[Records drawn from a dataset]

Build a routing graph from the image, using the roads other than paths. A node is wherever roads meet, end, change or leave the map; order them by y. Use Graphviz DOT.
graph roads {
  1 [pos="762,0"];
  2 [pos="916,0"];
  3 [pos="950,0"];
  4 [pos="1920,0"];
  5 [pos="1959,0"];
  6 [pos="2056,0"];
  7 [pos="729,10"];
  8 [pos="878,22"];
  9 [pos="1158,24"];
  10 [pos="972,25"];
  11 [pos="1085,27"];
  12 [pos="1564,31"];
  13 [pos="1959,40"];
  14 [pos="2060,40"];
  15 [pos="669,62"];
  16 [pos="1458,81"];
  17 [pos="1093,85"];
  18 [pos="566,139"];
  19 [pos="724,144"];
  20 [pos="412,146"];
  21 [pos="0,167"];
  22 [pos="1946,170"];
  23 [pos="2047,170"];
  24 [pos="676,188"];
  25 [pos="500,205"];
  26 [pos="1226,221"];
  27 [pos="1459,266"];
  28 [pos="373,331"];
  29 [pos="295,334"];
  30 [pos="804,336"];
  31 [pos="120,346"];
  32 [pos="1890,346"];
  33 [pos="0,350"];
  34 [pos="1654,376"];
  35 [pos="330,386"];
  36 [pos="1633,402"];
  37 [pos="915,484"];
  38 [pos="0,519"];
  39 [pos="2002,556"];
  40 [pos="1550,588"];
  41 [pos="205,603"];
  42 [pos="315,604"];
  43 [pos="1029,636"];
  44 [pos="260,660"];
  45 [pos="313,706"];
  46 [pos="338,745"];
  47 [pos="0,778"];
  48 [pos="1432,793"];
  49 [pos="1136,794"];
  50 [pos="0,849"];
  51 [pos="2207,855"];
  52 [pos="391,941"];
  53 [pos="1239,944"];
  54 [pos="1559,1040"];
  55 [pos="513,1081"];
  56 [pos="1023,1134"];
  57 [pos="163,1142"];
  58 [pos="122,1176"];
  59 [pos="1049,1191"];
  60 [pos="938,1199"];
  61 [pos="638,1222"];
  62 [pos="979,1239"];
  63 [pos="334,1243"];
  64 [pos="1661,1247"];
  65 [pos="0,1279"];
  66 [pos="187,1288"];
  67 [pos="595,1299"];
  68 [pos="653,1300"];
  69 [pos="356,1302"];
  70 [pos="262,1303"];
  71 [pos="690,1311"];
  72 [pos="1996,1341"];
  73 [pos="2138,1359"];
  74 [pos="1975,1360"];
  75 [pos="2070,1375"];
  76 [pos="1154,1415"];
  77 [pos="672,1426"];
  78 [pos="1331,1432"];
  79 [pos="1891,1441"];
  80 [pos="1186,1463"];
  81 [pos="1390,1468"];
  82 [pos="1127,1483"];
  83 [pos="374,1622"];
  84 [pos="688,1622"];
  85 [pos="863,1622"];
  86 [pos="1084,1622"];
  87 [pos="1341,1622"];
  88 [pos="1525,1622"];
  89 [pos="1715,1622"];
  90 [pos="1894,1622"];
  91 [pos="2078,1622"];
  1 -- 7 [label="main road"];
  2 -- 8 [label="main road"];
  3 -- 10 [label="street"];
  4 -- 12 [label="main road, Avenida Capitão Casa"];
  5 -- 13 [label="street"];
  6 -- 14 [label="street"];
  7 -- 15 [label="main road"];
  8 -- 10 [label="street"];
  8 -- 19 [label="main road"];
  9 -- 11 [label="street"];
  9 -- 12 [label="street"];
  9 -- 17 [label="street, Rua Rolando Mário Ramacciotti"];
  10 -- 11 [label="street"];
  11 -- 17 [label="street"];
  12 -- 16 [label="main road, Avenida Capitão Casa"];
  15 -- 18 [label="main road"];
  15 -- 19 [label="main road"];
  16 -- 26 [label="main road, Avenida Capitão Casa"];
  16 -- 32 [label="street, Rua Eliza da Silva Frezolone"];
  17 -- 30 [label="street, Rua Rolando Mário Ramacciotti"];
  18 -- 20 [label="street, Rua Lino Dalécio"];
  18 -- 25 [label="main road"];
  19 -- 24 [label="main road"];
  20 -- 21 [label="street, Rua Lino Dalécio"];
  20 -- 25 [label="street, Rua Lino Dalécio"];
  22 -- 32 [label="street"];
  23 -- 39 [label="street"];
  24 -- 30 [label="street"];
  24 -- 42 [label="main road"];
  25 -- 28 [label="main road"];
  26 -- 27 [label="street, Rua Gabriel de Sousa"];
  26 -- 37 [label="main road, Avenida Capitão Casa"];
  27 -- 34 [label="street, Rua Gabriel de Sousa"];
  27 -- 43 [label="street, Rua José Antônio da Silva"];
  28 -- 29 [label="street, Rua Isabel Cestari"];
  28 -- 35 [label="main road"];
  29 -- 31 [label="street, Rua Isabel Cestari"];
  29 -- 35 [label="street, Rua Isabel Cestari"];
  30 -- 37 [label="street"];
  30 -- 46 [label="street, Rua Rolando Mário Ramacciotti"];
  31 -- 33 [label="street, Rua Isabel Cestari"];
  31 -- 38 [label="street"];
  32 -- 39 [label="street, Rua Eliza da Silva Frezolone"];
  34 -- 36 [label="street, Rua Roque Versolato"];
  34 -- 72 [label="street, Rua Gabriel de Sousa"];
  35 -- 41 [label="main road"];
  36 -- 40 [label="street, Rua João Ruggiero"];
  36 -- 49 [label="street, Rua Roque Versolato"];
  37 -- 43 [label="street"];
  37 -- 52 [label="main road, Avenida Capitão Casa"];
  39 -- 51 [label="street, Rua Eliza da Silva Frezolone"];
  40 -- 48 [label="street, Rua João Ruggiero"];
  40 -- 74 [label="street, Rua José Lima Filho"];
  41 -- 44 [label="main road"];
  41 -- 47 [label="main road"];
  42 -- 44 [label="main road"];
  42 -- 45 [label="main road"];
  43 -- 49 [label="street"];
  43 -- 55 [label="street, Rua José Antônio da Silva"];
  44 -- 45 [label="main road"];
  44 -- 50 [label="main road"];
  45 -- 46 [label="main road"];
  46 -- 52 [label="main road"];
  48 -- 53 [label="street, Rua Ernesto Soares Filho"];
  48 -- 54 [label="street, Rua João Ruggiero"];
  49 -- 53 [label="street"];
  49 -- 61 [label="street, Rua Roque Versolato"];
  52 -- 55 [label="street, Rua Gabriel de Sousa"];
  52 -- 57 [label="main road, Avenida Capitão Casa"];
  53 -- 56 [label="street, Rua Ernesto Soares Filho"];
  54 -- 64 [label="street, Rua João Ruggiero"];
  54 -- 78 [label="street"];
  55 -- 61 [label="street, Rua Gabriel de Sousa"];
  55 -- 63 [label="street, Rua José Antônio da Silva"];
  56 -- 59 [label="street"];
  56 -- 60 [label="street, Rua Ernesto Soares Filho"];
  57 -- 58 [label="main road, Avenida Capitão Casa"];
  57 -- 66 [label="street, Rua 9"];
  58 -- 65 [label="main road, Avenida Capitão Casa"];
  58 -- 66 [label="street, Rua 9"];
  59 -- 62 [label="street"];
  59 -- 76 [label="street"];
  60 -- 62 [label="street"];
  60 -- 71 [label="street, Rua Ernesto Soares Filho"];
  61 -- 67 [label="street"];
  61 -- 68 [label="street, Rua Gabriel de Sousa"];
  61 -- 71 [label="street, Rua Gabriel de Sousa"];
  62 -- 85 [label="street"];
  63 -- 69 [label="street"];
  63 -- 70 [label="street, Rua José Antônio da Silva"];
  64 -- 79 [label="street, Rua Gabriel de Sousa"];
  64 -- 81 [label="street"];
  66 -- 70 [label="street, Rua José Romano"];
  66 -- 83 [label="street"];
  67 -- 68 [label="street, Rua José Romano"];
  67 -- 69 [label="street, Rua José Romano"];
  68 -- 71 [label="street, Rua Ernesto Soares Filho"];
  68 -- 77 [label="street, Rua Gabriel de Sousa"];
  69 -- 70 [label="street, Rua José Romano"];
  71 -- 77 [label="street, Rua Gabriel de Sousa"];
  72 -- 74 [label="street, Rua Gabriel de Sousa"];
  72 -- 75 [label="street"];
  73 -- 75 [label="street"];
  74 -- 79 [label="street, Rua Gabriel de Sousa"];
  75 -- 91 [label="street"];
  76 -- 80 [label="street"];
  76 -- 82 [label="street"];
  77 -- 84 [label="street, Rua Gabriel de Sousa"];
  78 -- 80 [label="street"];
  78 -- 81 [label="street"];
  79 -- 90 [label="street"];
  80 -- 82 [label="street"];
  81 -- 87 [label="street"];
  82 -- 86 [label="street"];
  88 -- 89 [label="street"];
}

→ Problem statement
Search the data for the string "Cestari". List each line that has it.

→ Solution to this problem
  28 -- 29 [label="street, Rua Isabel Cestari"];
  29 -- 31 [label="street, Rua Isabel Cestari"];
  29 -- 35 [label="street, Rua Isabel Cestari"];
  31 -- 33 [label="street, Rua Isabel Cestari"];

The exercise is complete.